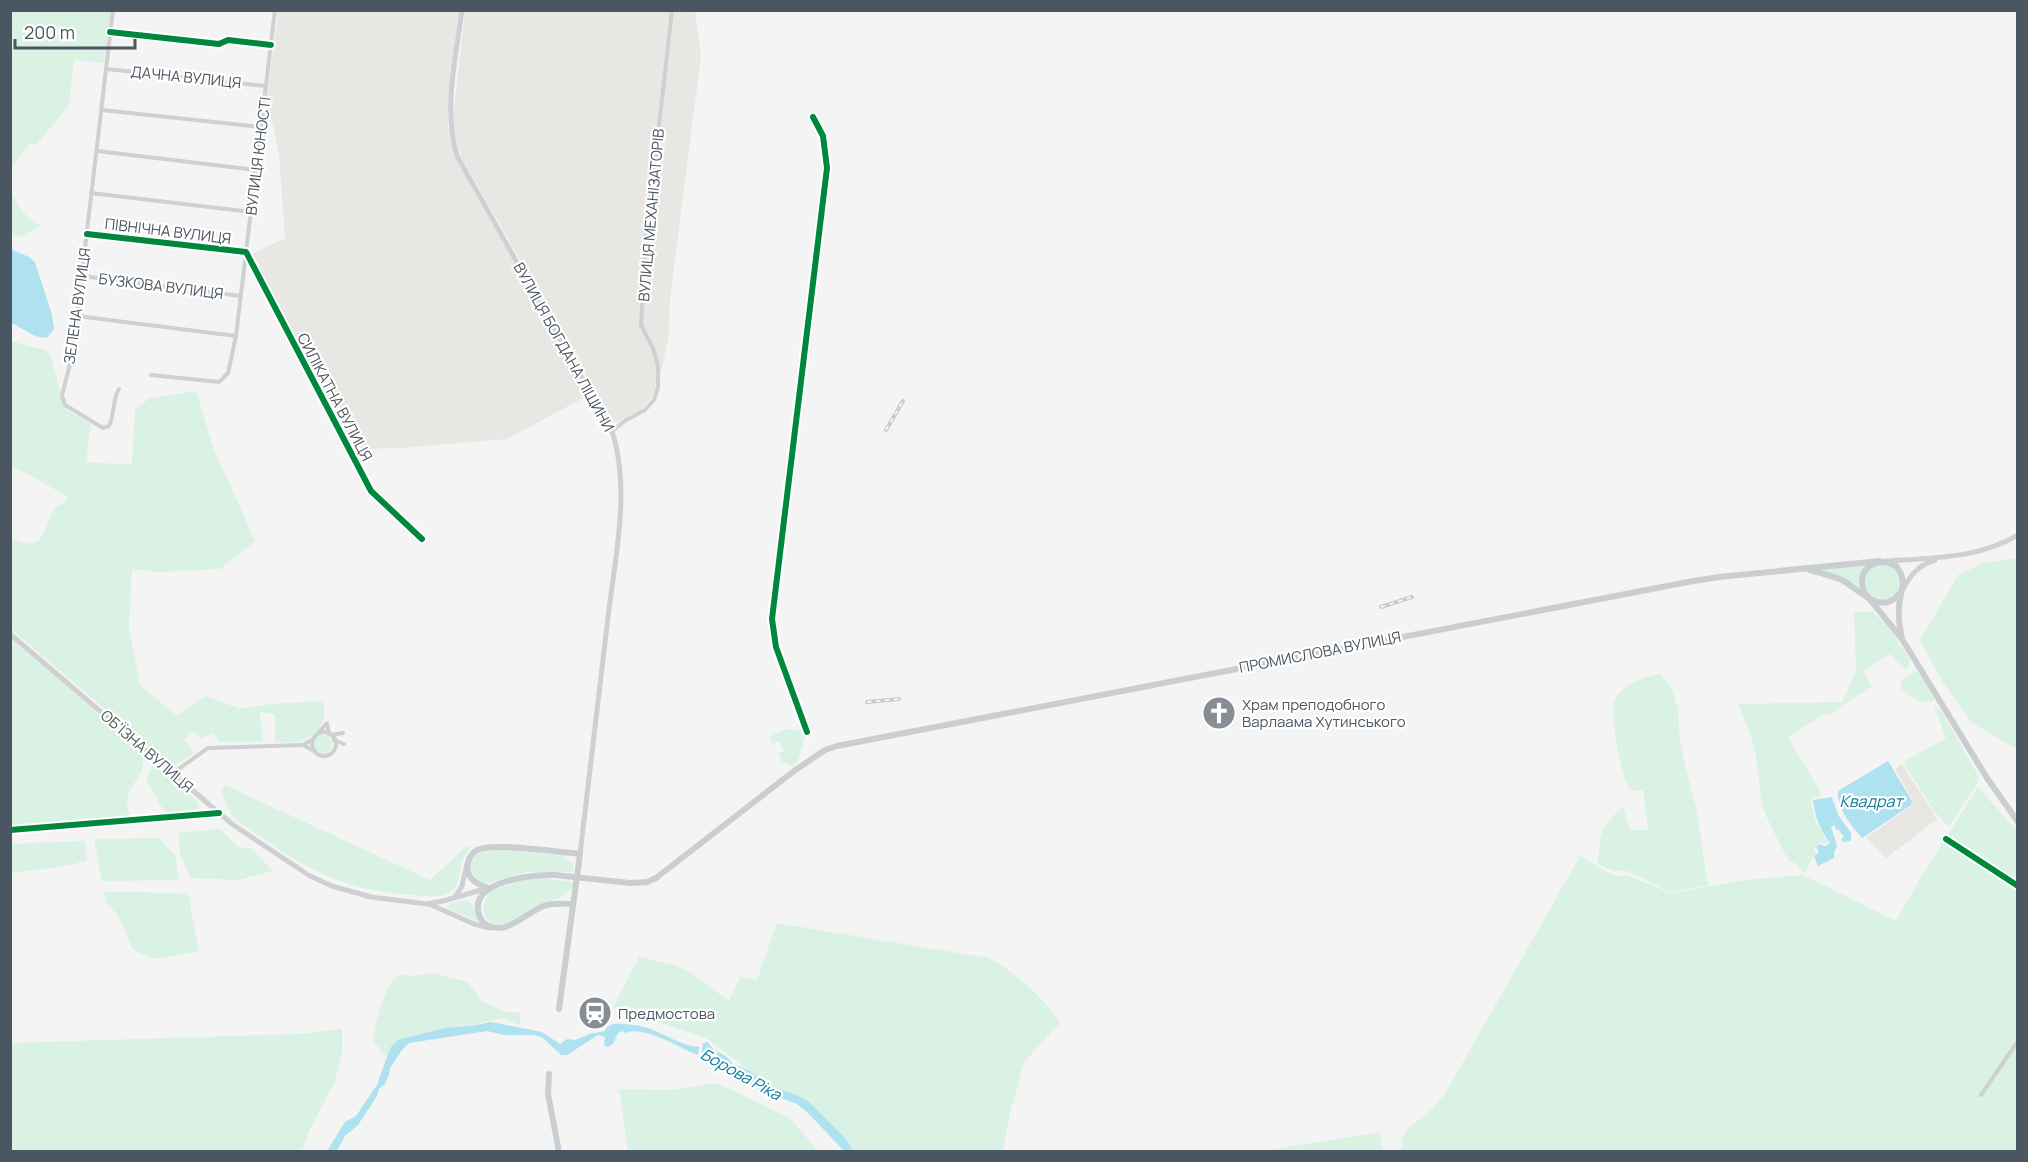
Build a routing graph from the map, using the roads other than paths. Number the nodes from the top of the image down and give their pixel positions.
1 (113, 10) edge
2 (275, 10) edge
3 (462, 10) edge
4 (672, 10) edge
5 (110, 32) junction
6 (271, 45) junction
7 (107, 69) junction
8 (266, 86) junction
9 (102, 110) junction
10 (813, 117) dead end
11 (261, 128) junction
12 (97, 151) junction
13 (256, 170) junction
14 (91, 193) junction
15 (251, 212) junction
16 (87, 234) junction
17 (246, 252) junction
18 (82, 276) junction
19 (241, 296) junction
20 (77, 316) junction
21 (236, 336) junction
22 (151, 375) dead end
23 (119, 389) dead end
24 (612, 431) junction
25 (2018, 535) edge
26 (422, 540) dead end
27 (1948, 557) junction
28 (1880, 561) junction
29 (1805, 569) junction
30 (1903, 589) junction
31 (1871, 601) junction
32 (10, 633) edge
33 (1902, 639) junction
34 (807, 732) dead end
35 (318, 734) junction
36 (332, 737) junction
37 (313, 740) junction
38 (303, 745) junction
39 (335, 747) junction
40 (314, 751) junction
41 (173, 774) junction
42 (219, 813) junction
43 (2018, 822) edge
44 (10, 830) edge
45 (1946, 839) dead end
46 (580, 854) junction
47 (467, 863) junction
48 (2018, 886) edge
49 (488, 888) junction
50 (455, 898) junction
51 (427, 904) junction
52 (573, 904) junction
53 (491, 928) junction
54 (559, 1009) dead end
55 (2018, 1041) edge
56 (549, 1074) dead end
57 (1981, 1095) dead end
58 (559, 1152) edge

1 - 5 street, ЗЕЛЕНА ВУЛИЦЯ
2 - 6 street, ВУЛИЦЯ ЮНОСТІ
3 - 24 main road, ВУЛИЦЯ БОГДАНА ЛІЩИНИ
4 - 24 street, ВУЛИЦЯ МЕХАНІЗАТОРІВ
5 - 6 street
5 - 7 street, ЗЕЛЕНА ВУЛИЦЯ
6 - 8 street, ВУЛИЦЯ ЮНОСТІ
7 - 8 street, ДАЧНА ВУЛИЦЯ
7 - 9 street, ЗЕЛЕНА ВУЛИЦЯ
8 - 11 street, ВУЛИЦЯ ЮНОСТІ
9 - 11 street
9 - 12 street, ЗЕЛЕНА ВУЛИЦЯ
10 - 34 street
11 - 13 street, ВУЛИЦЯ ЮНОСТІ
12 - 13 street
12 - 14 street, ЗЕЛЕНА ВУЛИЦЯ
13 - 15 street, ВУЛИЦЯ ЮНОСТІ
14 - 15 street
14 - 16 street, ЗЕЛЕНА ВУЛИЦЯ
15 - 17 street, ВУЛИЦЯ ЮНОСТІ
16 - 17 street, ПІВНІЧНА ВУЛИЦЯ
16 - 18 street, ЗЕЛЕНА ВУЛИЦЯ
17 - 19 street, ВУЛИЦЯ ЮНОСТІ
17 - 26 street, СИЛІКАТНА ВУЛИЦЯ
18 - 19 street, БУЗКОВА ВУЛИЦЯ
18 - 20 street, ЗЕЛЕНА ВУЛИЦЯ
19 - 21 street, ВУЛИЦЯ ЮНОСТІ
20 - 21 street
20 - 23 street, ЗЕЛЕНА ВУЛИЦЯ
21 - 22 street, ВУЛИЦЯ ЮНОСТІ
24 - 46 main road, ВУЛИЦЯ БОГДАНА ЛІЩИНИ
25 - 27 main road, ПРОМИСЛОВА ВУЛИЦЯ
27 - 28 main road, ПРОМИСЛОВА ВУЛИЦЯ
27 - 30 main road, ПРОМИСЛОВА ВУЛИЦЯ
28 - 29 main road, ПРОМИСЛОВА ВУЛИЦЯ
28 - 30 main road
28 - 31 main road
29 - 31 main road, ПРОМИСЛОВА ВУЛИЦЯ
29 - 49 main road, ПРОМИСЛОВА ВУЛИЦЯ, bridge
30 - 31 main road
30 - 33 main road
31 - 33 main road
32 - 41 main road, ОБ’ЇЗНА ВУЛИЦЯ
33 - 43 main road
35 - 36 street
35 - 36 street
35 - 37 street
36 - 39 street
36 - 39 street
37 - 38 street
37 - 40 street
38 - 40 street
38 - 41 street
39 - 40 street
41 - 42 main road, ОБ’ЇЗНА ВУЛИЦЯ
42 - 44 street
42 - 51 main road, ОБ’ЇЗНА ВУЛИЦЯ
45 - 48 street
46 - 47 main road
46 - 52 main road
47 - 49 main road
47 - 50 main road
49 - 50 main road
49 - 53 main road
50 - 51 main road
51 - 53 main road
52 - 53 main road
52 - 54 main road
55 - 57 street
56 - 58 main road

**********

▶ _PROBLEM REQUIREMENTS_: All entries above, minus the pictures, should be repeated exactly.

▶ _ANSWER FOR THE TASK_:
Build a routing graph from the map, using the roads other than paths. Number the nodes from the top of the image down and give their pixel positions.
1 (113, 10) edge
2 (275, 10) edge
3 (462, 10) edge
4 (672, 10) edge
5 (110, 32) junction
6 (271, 45) junction
7 (107, 69) junction
8 (266, 86) junction
9 (102, 110) junction
10 (813, 117) dead end
11 (261, 128) junction
12 (97, 151) junction
13 (256, 170) junction
14 (91, 193) junction
15 (251, 212) junction
16 (87, 234) junction
17 (246, 252) junction
18 (82, 276) junction
19 (241, 296) junction
20 (77, 316) junction
21 (236, 336) junction
22 (151, 375) dead end
23 (119, 389) dead end
24 (612, 431) junction
25 (2018, 535) edge
26 (422, 540) dead end
27 (1948, 557) junction
28 (1880, 561) junction
29 (1805, 569) junction
30 (1903, 589) junction
31 (1871, 601) junction
32 (10, 633) edge
33 (1902, 639) junction
34 (807, 732) dead end
35 (318, 734) junction
36 (332, 737) junction
37 (313, 740) junction
38 (303, 745) junction
39 (335, 747) junction
40 (314, 751) junction
41 (173, 774) junction
42 (219, 813) junction
43 (2018, 822) edge
44 (10, 830) edge
45 (1946, 839) dead end
46 (580, 854) junction
47 (467, 863) junction
48 (2018, 886) edge
49 (488, 888) junction
50 (455, 898) junction
51 (427, 904) junction
52 (573, 904) junction
53 (491, 928) junction
54 (559, 1009) dead end
55 (2018, 1041) edge
56 (549, 1074) dead end
57 (1981, 1095) dead end
58 (559, 1152) edge

1 - 5 street, ЗЕЛЕНА ВУЛИЦЯ
2 - 6 street, ВУЛИЦЯ ЮНОСТІ
3 - 24 main road, ВУЛИЦЯ БОГДАНА ЛІЩИНИ
4 - 24 street, ВУЛИЦЯ МЕХАНІЗАТОРІВ
5 - 6 street
5 - 7 street, ЗЕЛЕНА ВУЛИЦЯ
6 - 8 street, ВУЛИЦЯ ЮНОСТІ
7 - 8 street, ДАЧНА ВУЛИЦЯ
7 - 9 street, ЗЕЛЕНА ВУЛИЦЯ
8 - 11 street, ВУЛИЦЯ ЮНОСТІ
9 - 11 street
9 - 12 street, ЗЕЛЕНА ВУЛИЦЯ
10 - 34 street
11 - 13 street, ВУЛИЦЯ ЮНОСТІ
12 - 13 street
12 - 14 street, ЗЕЛЕНА ВУЛИЦЯ
13 - 15 street, ВУЛИЦЯ ЮНОСТІ
14 - 15 street
14 - 16 street, ЗЕЛЕНА ВУЛИЦЯ
15 - 17 street, ВУЛИЦЯ ЮНОСТІ
16 - 17 street, ПІВНІЧНА ВУЛИЦЯ
16 - 18 street, ЗЕЛЕНА ВУЛИЦЯ
17 - 19 street, ВУЛИЦЯ ЮНОСТІ
17 - 26 street, СИЛІКАТНА ВУЛИЦЯ
18 - 19 street, БУЗКОВА ВУЛИЦЯ
18 - 20 street, ЗЕЛЕНА ВУЛИЦЯ
19 - 21 street, ВУЛИЦЯ ЮНОСТІ
20 - 21 street
20 - 23 street, ЗЕЛЕНА ВУЛИЦЯ
21 - 22 street, ВУЛИЦЯ ЮНОСТІ
24 - 46 main road, ВУЛИЦЯ БОГДАНА ЛІЩИНИ
25 - 27 main road, ПРОМИСЛОВА ВУЛИЦЯ
27 - 28 main road, ПРОМИСЛОВА ВУЛИЦЯ
27 - 30 main road, ПРОМИСЛОВА ВУЛИЦЯ
28 - 29 main road, ПРОМИСЛОВА ВУЛИЦЯ
28 - 30 main road
28 - 31 main road
29 - 31 main road, ПРОМИСЛОВА ВУЛИЦЯ
29 - 49 main road, ПРОМИСЛОВА ВУЛИЦЯ, bridge
30 - 31 main road
30 - 33 main road
31 - 33 main road
32 - 41 main road, ОБ’ЇЗНА ВУЛИЦЯ
33 - 43 main road
35 - 36 street
35 - 36 street
35 - 37 street
36 - 39 street
36 - 39 street
37 - 38 street
37 - 40 street
38 - 40 street
38 - 41 street
39 - 40 street
41 - 42 main road, ОБ’ЇЗНА ВУЛИЦЯ
42 - 44 street
42 - 51 main road, ОБ’ЇЗНА ВУЛИЦЯ
45 - 48 street
46 - 47 main road
46 - 52 main road
47 - 49 main road
47 - 50 main road
49 - 50 main road
49 - 53 main road
50 - 51 main road
51 - 53 main road
52 - 53 main road
52 - 54 main road
55 - 57 street
56 - 58 main road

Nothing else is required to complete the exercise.